> _Exercise description_
Go line by line through the listing below and copy those that hold "Tassel".

> _Data under study_

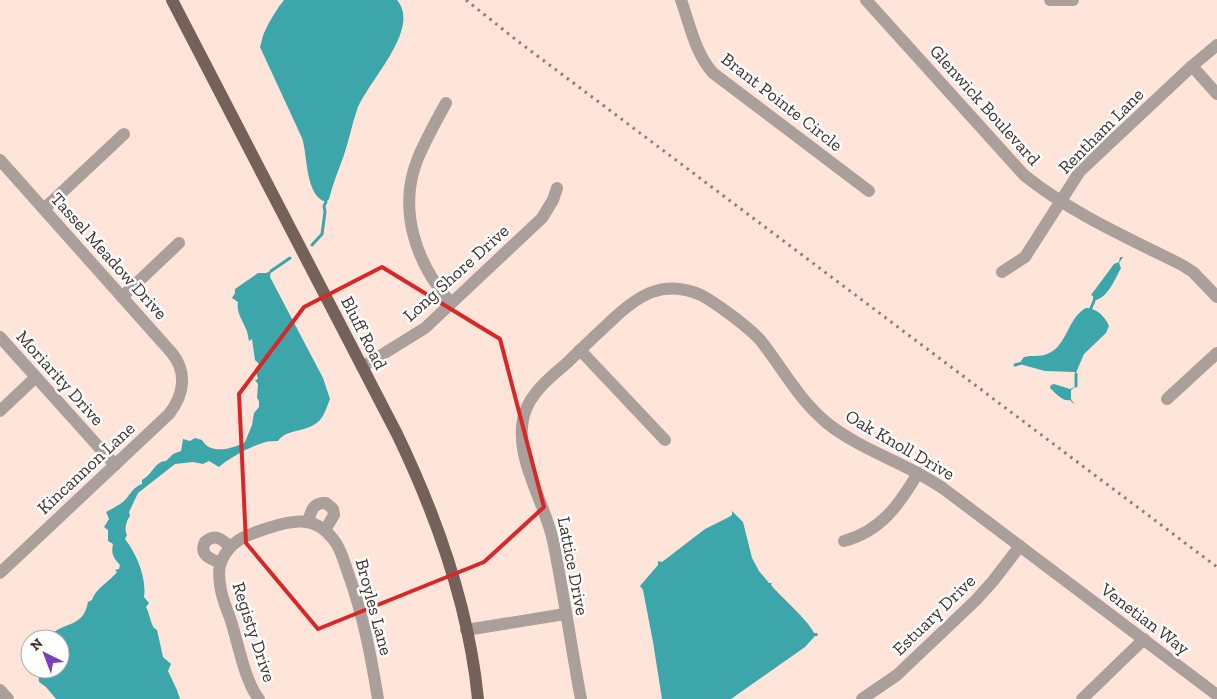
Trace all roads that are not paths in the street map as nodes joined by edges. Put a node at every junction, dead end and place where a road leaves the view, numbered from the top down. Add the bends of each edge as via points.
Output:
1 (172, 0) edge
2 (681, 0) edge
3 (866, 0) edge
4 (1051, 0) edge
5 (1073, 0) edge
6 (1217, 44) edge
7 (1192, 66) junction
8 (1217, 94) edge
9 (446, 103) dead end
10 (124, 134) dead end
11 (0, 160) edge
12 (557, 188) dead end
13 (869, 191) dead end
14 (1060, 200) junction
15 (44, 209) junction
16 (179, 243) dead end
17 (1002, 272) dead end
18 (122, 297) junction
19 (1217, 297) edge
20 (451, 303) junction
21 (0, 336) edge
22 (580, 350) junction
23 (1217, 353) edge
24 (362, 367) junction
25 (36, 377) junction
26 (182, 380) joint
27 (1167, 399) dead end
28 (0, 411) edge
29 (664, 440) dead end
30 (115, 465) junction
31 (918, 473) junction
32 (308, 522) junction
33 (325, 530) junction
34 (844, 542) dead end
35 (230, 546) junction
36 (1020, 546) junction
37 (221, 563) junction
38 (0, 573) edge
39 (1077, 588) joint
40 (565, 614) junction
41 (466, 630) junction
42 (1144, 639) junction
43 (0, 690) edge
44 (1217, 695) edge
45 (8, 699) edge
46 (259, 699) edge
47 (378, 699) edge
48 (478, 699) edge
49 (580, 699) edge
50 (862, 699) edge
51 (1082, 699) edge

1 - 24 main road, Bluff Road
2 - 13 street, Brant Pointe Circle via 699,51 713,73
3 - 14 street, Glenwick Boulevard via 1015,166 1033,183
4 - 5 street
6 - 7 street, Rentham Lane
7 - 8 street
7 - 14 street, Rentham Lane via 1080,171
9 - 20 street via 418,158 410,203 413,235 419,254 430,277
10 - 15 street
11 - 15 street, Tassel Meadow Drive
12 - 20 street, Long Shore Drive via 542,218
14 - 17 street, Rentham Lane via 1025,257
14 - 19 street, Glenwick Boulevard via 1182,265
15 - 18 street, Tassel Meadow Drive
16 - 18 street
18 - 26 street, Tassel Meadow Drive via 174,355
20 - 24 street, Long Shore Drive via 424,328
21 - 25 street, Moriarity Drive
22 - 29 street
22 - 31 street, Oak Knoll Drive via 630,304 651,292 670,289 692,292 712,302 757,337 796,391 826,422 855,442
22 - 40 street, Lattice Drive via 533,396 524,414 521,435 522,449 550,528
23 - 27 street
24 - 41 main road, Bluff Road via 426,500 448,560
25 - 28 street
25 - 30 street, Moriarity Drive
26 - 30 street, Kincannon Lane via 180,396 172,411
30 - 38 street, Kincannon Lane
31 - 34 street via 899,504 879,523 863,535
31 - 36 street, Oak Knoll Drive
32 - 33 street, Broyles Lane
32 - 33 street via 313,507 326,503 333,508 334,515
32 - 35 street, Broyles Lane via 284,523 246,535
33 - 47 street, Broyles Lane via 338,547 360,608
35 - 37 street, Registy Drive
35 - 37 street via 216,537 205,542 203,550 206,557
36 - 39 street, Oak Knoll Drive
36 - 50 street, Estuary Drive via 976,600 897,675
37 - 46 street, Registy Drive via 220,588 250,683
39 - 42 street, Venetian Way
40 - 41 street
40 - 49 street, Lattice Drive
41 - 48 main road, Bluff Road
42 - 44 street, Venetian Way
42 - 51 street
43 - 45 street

==

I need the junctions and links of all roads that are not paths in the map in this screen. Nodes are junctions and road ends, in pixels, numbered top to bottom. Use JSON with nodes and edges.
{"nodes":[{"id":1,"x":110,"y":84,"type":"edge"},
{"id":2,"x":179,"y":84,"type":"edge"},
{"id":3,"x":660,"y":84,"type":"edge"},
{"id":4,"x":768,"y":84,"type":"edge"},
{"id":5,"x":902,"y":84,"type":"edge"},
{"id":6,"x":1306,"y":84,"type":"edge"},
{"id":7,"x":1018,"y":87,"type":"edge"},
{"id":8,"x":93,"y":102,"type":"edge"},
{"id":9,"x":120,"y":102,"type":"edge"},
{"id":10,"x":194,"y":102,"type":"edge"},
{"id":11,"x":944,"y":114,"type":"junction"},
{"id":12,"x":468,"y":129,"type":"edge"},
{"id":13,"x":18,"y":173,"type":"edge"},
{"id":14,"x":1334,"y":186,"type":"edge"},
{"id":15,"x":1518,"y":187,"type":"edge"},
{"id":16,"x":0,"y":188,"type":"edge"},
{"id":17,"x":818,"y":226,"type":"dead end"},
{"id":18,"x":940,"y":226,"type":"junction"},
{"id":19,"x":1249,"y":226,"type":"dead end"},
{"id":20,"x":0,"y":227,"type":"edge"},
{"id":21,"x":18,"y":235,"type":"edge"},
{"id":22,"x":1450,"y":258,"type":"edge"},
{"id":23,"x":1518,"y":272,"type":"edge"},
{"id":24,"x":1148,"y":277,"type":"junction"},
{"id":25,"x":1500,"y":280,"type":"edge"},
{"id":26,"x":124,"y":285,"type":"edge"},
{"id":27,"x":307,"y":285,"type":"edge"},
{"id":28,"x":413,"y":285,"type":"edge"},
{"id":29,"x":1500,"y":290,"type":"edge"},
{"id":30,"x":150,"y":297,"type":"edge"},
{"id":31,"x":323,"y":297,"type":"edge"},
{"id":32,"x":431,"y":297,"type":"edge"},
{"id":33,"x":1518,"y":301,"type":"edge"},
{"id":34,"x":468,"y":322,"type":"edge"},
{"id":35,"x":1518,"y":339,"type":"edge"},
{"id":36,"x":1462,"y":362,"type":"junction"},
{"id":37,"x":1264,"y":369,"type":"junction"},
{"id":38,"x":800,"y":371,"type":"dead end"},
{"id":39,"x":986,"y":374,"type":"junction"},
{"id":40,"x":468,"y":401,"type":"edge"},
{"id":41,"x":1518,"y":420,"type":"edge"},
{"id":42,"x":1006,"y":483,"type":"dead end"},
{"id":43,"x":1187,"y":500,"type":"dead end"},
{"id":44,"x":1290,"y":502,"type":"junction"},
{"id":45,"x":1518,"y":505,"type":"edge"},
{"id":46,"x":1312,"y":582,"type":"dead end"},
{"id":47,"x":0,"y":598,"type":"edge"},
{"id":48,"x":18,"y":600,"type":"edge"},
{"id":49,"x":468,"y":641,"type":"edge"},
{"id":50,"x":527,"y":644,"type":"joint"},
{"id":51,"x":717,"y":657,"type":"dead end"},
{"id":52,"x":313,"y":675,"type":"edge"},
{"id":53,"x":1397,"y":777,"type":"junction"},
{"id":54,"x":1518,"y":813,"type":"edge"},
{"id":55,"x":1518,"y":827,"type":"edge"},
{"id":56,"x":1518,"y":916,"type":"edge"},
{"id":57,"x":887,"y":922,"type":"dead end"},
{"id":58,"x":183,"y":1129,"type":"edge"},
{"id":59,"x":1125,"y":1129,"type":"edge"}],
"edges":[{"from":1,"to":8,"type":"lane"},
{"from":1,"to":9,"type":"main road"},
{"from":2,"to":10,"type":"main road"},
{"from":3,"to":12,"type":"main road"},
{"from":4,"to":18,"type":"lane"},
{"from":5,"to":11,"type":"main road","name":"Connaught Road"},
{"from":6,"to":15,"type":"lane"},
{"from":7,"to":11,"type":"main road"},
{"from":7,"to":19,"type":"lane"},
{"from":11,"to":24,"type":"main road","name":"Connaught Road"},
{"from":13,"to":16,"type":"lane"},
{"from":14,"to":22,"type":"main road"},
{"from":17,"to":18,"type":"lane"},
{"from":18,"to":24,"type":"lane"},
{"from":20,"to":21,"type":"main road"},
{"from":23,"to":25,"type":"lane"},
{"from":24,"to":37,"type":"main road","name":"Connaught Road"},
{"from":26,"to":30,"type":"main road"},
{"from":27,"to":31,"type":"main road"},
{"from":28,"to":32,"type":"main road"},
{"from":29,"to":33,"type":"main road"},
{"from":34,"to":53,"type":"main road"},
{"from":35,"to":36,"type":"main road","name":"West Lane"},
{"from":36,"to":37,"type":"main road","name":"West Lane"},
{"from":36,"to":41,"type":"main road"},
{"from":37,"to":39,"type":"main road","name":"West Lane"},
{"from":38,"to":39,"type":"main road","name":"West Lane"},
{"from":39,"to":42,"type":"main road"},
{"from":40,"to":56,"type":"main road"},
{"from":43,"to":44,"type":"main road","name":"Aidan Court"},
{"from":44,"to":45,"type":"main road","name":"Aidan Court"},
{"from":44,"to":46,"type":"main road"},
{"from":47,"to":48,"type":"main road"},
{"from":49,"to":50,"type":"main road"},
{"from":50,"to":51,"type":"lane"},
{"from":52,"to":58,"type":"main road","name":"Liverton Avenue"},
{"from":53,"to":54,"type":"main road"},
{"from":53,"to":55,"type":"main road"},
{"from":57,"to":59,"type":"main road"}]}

> _Response to this exercise_
11 - 15 street, Tassel Meadow Drive
15 - 18 street, Tassel Meadow Drive
18 - 26 street, Tassel Meadow Drive via 174,355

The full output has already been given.